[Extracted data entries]
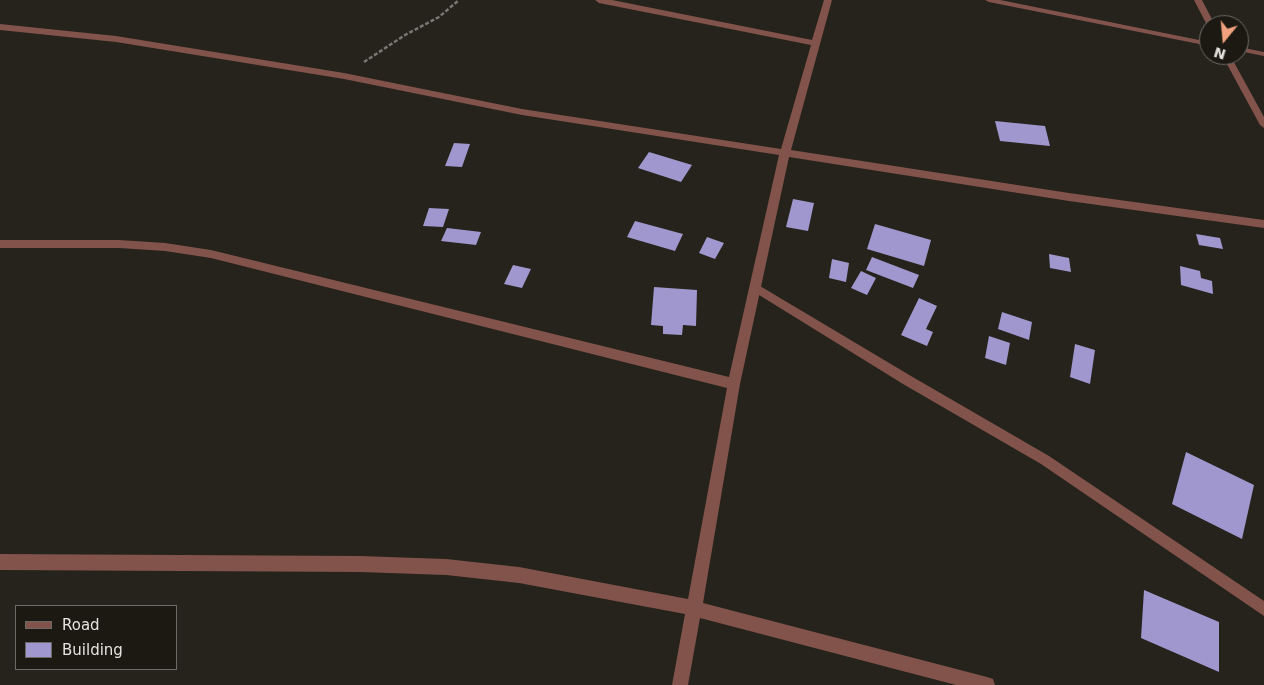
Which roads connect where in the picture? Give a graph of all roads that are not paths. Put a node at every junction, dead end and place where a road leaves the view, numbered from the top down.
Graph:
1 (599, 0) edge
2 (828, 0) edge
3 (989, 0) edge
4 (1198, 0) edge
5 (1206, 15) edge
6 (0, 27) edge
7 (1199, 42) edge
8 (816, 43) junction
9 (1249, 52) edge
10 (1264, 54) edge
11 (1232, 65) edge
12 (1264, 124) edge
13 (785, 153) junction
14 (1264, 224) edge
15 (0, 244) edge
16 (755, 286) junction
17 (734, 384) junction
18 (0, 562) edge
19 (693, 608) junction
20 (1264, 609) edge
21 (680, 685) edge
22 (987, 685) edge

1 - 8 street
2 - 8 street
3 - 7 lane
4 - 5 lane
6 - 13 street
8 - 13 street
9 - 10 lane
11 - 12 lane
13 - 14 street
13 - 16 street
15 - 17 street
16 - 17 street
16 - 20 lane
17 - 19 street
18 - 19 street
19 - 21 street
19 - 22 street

* * *

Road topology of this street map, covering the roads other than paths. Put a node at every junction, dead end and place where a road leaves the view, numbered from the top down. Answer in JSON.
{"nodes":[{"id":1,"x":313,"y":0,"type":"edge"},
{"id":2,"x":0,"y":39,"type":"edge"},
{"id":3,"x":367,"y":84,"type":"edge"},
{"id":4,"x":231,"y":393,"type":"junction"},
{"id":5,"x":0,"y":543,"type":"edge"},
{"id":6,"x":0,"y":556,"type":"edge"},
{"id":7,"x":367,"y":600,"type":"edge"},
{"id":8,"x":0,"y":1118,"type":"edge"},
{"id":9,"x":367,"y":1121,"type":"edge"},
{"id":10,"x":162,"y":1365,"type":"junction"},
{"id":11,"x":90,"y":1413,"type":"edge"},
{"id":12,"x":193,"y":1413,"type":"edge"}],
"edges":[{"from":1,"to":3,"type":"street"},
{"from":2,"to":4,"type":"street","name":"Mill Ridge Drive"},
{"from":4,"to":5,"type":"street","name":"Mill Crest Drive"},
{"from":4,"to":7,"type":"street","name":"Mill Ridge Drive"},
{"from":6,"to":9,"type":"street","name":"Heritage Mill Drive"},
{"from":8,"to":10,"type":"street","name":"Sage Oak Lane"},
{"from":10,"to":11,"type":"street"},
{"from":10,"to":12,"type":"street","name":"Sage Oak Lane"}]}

...

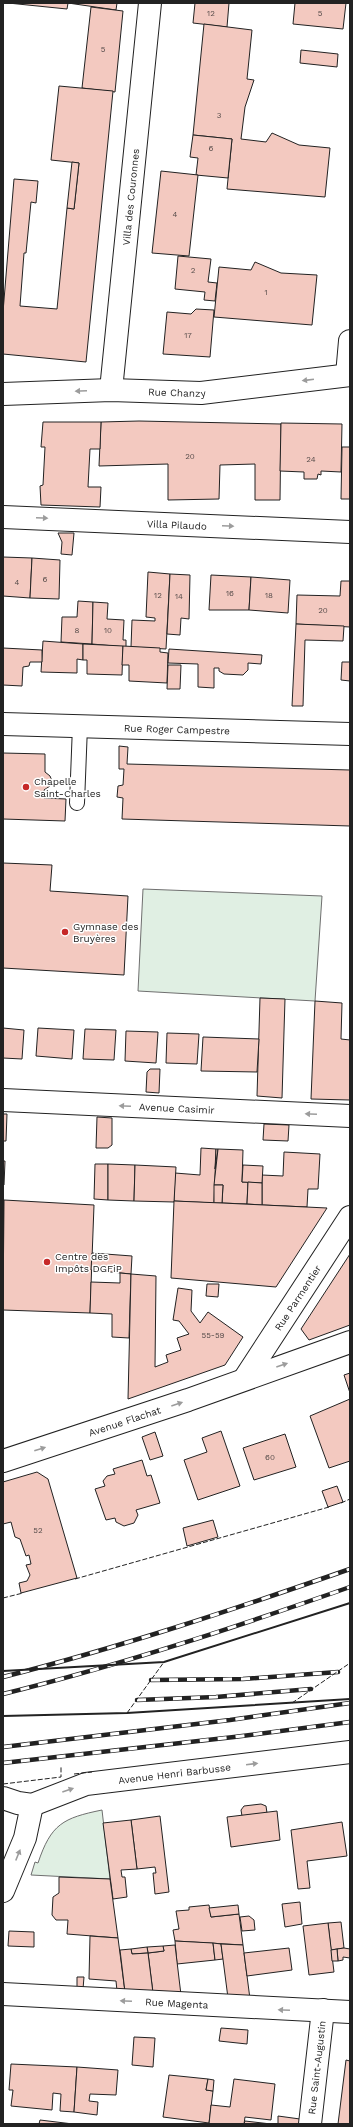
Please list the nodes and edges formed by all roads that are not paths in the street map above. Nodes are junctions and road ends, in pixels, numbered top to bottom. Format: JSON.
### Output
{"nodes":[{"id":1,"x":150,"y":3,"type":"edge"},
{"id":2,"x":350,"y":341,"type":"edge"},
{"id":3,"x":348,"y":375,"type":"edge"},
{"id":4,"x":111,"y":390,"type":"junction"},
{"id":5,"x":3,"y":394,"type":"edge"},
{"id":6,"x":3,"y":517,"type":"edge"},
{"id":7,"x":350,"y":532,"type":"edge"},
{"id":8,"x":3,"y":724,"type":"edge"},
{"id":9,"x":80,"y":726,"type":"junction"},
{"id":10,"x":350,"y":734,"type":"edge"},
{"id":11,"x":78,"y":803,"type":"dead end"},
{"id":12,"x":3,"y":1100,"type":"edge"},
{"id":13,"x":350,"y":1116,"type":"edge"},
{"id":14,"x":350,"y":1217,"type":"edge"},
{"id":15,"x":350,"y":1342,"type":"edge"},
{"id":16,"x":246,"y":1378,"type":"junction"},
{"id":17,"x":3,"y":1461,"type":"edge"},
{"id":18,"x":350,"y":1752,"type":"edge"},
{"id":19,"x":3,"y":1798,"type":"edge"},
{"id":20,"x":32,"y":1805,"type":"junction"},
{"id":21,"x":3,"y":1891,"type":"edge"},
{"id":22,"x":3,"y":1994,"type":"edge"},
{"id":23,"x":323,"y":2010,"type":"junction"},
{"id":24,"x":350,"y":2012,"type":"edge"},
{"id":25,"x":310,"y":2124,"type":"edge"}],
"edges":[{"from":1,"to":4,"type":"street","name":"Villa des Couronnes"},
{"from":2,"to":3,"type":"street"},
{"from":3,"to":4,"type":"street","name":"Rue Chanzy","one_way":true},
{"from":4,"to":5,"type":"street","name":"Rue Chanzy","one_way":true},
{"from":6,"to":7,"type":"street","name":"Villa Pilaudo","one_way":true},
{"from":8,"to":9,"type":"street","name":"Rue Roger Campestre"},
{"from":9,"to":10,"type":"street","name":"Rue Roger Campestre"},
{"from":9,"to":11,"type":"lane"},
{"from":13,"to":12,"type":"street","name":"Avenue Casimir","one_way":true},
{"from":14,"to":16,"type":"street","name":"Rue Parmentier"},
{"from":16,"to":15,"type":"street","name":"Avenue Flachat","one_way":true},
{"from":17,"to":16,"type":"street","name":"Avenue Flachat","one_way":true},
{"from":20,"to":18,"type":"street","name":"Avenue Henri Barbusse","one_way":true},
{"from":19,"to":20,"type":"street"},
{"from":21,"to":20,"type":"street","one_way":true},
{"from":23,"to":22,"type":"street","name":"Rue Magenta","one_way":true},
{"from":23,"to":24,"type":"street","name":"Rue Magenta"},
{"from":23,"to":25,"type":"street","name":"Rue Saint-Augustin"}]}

- [What you will do]: Search the data for the string "that" and copy each line where it appears.

- [Solved problem]:
Which roads connect where in the picture? Give a graph of all roads that are not paths. Put a node at every junction, dead end and place where a road leaves the view, numbered from the top down.
Please list the nodes and edges formed by all roads that are not paths in the street map above. Nodes are junctions and road ends, in pixels, numbered top to bottom. Format: JSON.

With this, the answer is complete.